AL RAISI: Etihad ESCO aims to retrofit 30,000 buildings by 2030. We still have a long way to go, and Etihad ESCO is there to support local and international ESCO businesses; and last year, we succeeded. We focused on majority of stakeholders that act as master developers. We entered into a collaboration agreement with DP World, and they have introduced 30 different projects in various different setups in DP World. As Etihad ESCO, we signed up with DMCC for their own setup and sub-developer properties in DMCC. We also signed up with KHDA, involving about 50 schools, and we are going to tackle those schools.
We are working with various different ministries within the UAE with assets all over the UAE. For instance, the Ministry of Interior is in charge of Civil Defence, and we will be signing with their assets in Dubai, and as we go, to the other parts of the country. We are cooperating with the Ministry of Energy and Infrastructure to support the Ministry with our energy retrofit, so that they can focus on their core work.
YOUNES: A key piece of the puzzle in net zero is the private sector’s support. While there are inherent benefits from energy retrofit, the payback is 3, 4 or 5 years. In the case of net-zero, we are perhaps talking of longer payback periods. What incentives do you have for private sector retrofits, and how can we involve ESCOs, consultants and manufacturers and push through the barriers to have more net-zero projects?
RASHID: It is very significant to know that monetised grant is not very popular. Subsidy has short benefits, and then when stopped, it will basically have negative impact on the initiative itself. If we look at the balance sheet of any organisation, the electricity cost is 20- 30%. Dubai Airport engaged with Etihad ESCO and a short payback period, and they benefitted. The benefit of a single retrofit project is not just one year but will continue for years to come.
The more you delay energy efficiency measures within building, the more will be the losses down the road.
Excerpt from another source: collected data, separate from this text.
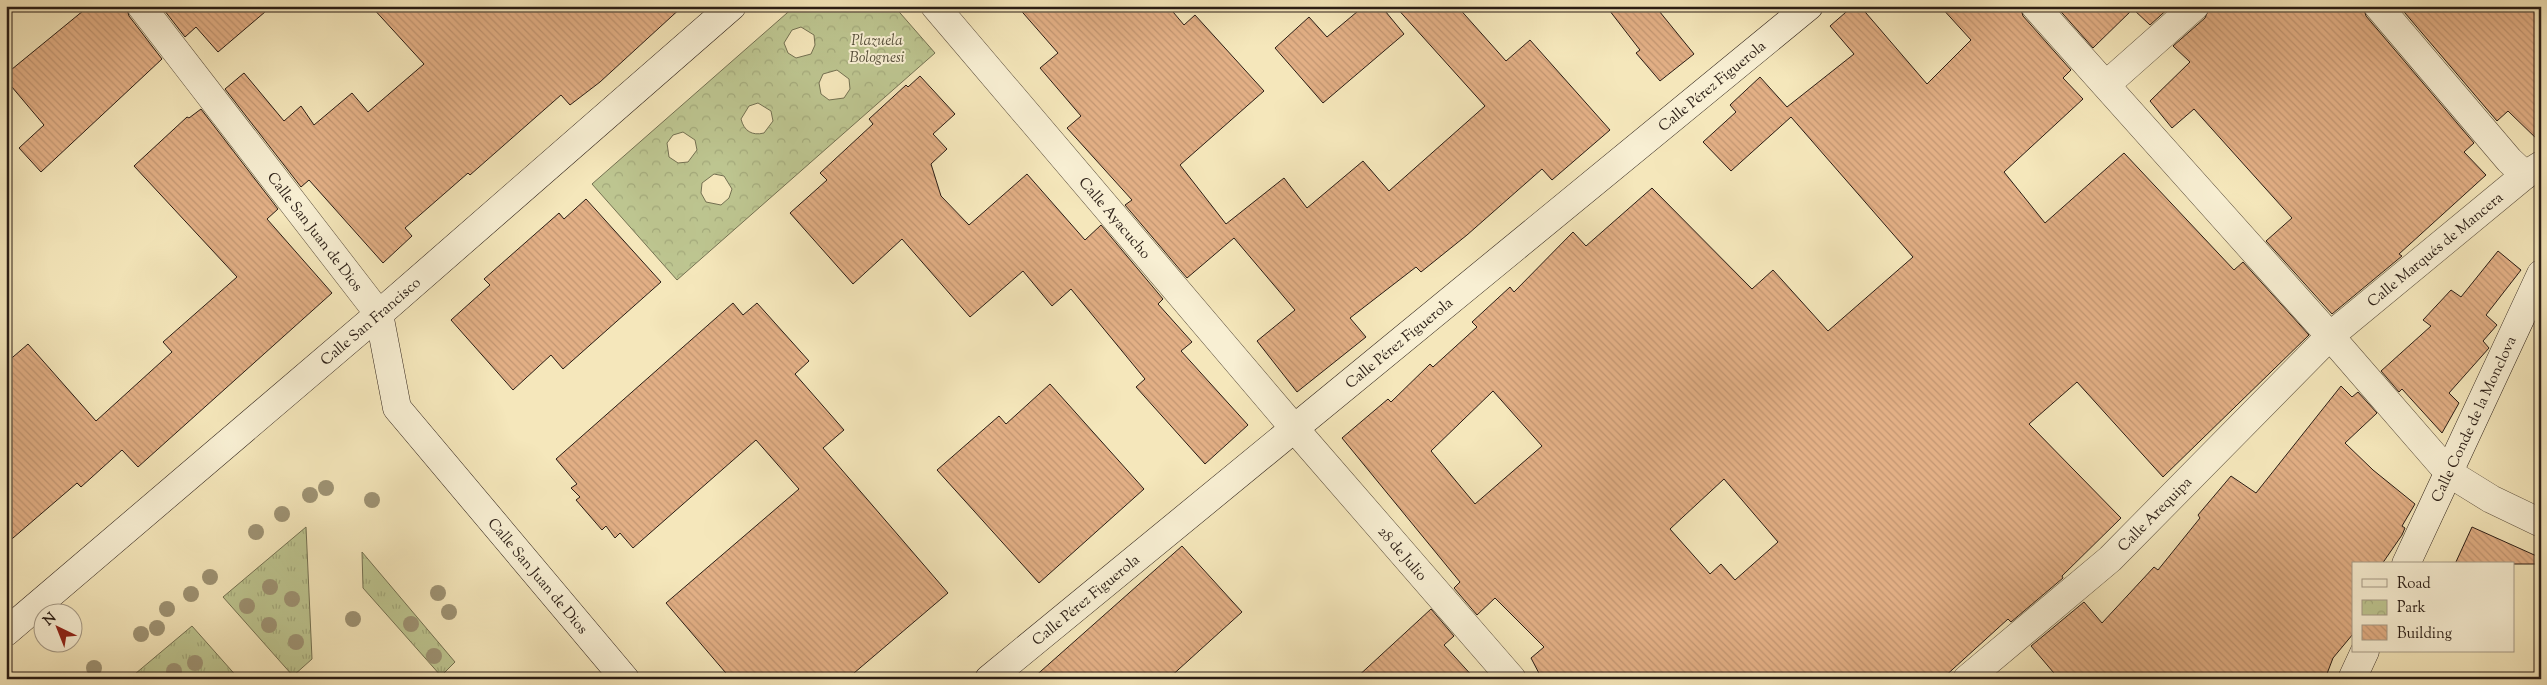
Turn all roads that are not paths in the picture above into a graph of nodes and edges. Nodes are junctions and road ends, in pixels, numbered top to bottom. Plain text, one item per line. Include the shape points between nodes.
1 (141, 6) edge
2 (732, 6) edge
3 (935, 6) edge
4 (1809, 6) edge
5 (2035, 6) edge
6 (2195, 6) edge
7 (2378, 6) edge
8 (2107, 84) junction
9 (2533, 170) edge
10 (2541, 274) edge
11 (380, 314) junction
12 (2330, 336) junction
13 (1294, 428) junction
14 (2448, 473) junction
15 (2541, 523) edge
16 (2407, 562) edge
17 (6, 632) edge
18 (2365, 652) edge
19 (625, 679) edge
20 (989, 679) edge
21 (1512, 679) edge
22 (1967, 679) edge
23 (2352, 679) edge

1 - 11 street, Calle San Juan de Dios
2 - 11 street, Calle San Francisco
3 - 13 street, Calle Ayacucho
4 - 13 street, Calle Pérez Figuerola
5 - 8 street
6 - 8 street
7 - 9 street via 2509,160
8 - 12 street
9 - 12 street, Calle Marqués de Mancera
10 - 14 street, Calle Conde de la Monclova
11 - 17 street, Calle San Francisco
11 - 19 street, Calle San Juan de Dios via 397,408
12 - 14 street
12 - 22 street, Calle Arequipa via 2110,559
13 - 20 street, Calle Pérez Figuerola
13 - 21 street, 28 de Julio
14 - 15 street via 2491,500
14 - 16 street, Calle Conde de la Monclova
18 - 23 street

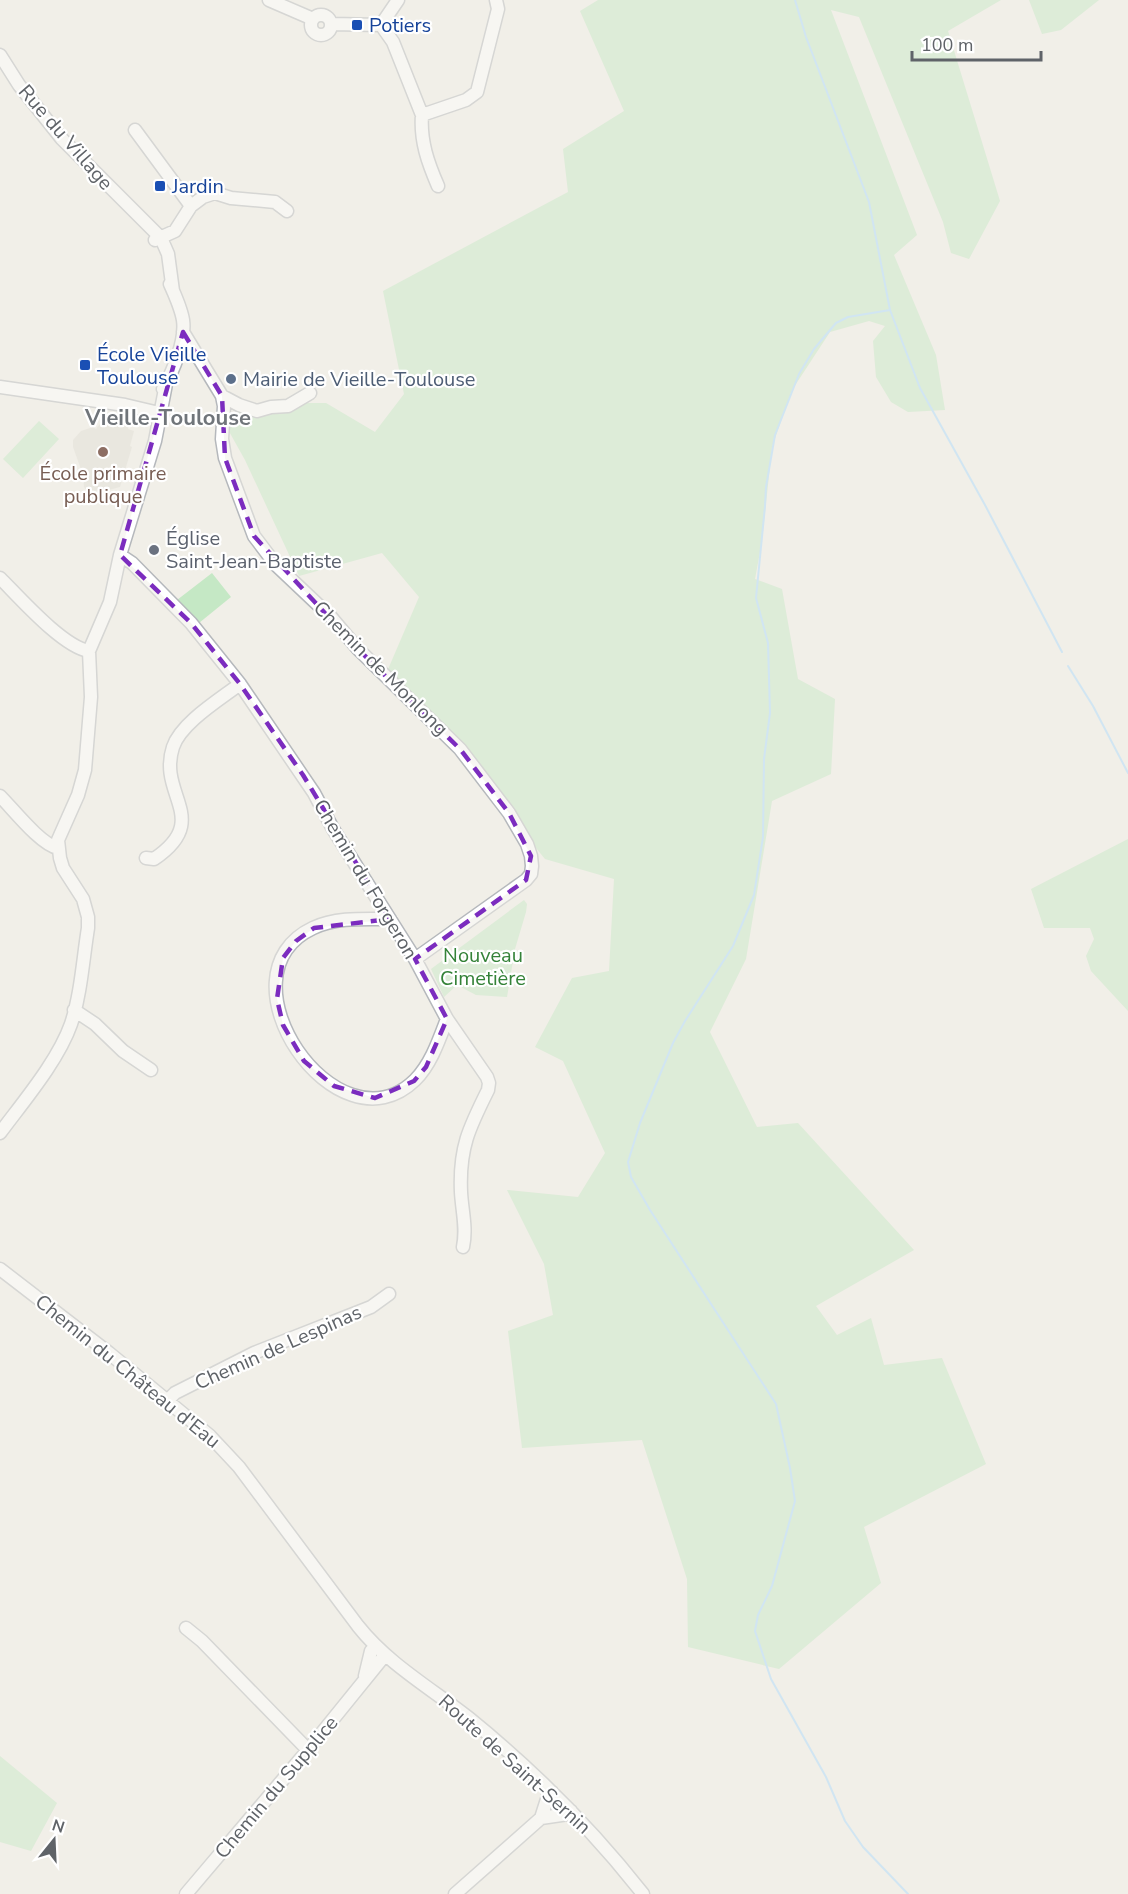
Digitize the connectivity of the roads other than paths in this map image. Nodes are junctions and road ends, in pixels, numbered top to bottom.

The other aspect is social responsibility. Reducing the carbon footprint is key in assets, and also the energy intensity. So, these are some of the benefits for the private sector.
YOUNES: Ramiz, within your role in the Department of Electricity, how can we push the private sector?
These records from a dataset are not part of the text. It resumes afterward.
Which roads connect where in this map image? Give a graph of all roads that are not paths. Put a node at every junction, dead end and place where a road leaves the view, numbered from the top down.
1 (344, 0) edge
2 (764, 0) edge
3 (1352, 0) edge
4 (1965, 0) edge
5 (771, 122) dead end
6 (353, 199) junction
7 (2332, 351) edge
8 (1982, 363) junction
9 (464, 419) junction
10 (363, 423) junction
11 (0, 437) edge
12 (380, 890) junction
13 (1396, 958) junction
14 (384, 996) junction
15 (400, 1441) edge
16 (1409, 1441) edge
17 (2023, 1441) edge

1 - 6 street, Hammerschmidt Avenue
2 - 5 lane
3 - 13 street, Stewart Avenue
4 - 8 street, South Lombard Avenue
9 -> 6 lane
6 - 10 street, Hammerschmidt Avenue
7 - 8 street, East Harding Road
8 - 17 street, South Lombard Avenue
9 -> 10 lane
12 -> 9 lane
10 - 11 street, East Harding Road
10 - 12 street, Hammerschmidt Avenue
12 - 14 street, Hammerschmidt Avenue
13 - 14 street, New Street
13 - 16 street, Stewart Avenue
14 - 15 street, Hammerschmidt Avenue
ALAILEH: We can incentivise the private sector in a number of ways, and we look at it from that perspective. As part of DSM strategy 2030, we have street lighting projects which have been initiated with the power sector in the government. We are able to attract investors and are able to deliver these projects.
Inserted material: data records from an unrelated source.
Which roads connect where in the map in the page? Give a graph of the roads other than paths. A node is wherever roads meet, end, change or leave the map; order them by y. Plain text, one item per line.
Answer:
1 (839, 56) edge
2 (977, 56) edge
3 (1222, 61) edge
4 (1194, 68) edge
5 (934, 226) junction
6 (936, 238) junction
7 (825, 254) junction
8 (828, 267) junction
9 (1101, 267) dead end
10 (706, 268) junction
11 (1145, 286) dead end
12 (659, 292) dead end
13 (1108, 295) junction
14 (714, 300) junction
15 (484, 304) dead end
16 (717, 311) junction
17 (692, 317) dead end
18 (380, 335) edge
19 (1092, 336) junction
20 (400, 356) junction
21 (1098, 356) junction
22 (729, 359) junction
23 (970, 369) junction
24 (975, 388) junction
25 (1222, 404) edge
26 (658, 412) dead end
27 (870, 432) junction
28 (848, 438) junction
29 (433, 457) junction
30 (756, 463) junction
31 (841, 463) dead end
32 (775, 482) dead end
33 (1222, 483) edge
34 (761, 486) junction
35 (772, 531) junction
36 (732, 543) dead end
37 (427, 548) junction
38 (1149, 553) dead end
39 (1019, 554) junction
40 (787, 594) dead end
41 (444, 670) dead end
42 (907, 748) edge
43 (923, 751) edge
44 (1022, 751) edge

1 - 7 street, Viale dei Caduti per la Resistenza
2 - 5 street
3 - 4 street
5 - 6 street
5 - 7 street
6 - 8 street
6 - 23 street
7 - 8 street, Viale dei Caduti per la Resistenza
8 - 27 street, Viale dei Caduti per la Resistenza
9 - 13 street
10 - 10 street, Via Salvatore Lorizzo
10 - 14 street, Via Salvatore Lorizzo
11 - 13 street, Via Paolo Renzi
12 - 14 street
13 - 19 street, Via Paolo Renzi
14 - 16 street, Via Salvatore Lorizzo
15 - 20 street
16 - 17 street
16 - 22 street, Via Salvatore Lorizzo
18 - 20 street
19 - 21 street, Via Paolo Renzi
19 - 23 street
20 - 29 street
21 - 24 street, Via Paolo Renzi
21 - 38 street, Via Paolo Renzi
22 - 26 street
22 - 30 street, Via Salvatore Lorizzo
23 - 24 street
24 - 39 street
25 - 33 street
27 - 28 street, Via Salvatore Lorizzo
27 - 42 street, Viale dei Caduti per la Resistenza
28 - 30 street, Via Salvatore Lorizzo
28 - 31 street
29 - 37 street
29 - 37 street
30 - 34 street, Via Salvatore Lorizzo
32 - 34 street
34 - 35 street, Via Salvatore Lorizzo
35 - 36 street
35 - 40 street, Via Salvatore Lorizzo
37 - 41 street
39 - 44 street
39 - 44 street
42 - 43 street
AL RAISI: The private sector asked, ‘How much is it going to cost?’ Clients will not have to worry about capex and opex, and I am guaranteeing savings as Etihad ESCO. So, what’s the catch? There is no catch. Incentivising and supporting the private sectors include different hotel operators and private residential developers, as well.
YOUNES: Andrea, from your point of view and that of Ras Al Khaimah, how do you engage the private sector?
DI GREGORIO: It is a very relevant question. After engaging government customers, it is relevant to expand to the private sector. We have two types of incentives – one for ESCOs, in terms of set-up support and elimination of set-up fees, and the other for renewable energy companies, in terms of non-financial incentives and simplified procurement processes.
On demand side incentives, we are trying to come up with an energy rating scheme. Is this enough? I don’t think so. Around the world, countries that are successful in retrofits – such as in Europe – offer 100% incentives. Ninety-five per cent of the costs will be returned in the next 10 years in terms of tax rebates, as is the case with my house in Italy. Another is mandates. In UK, there are mandatory requirements, if the owner wants to rent the apartment.
YOUNES: We need to think of other ways to get to that target. In Morocco, how are you pushing for deep retrofits?
MOULINE: For PPP, you need confidence, you need transparency in contract and governance. And if you want decarbonisation, the payback may not be 5 years, but 7-10 years, so we need transparency and also governance.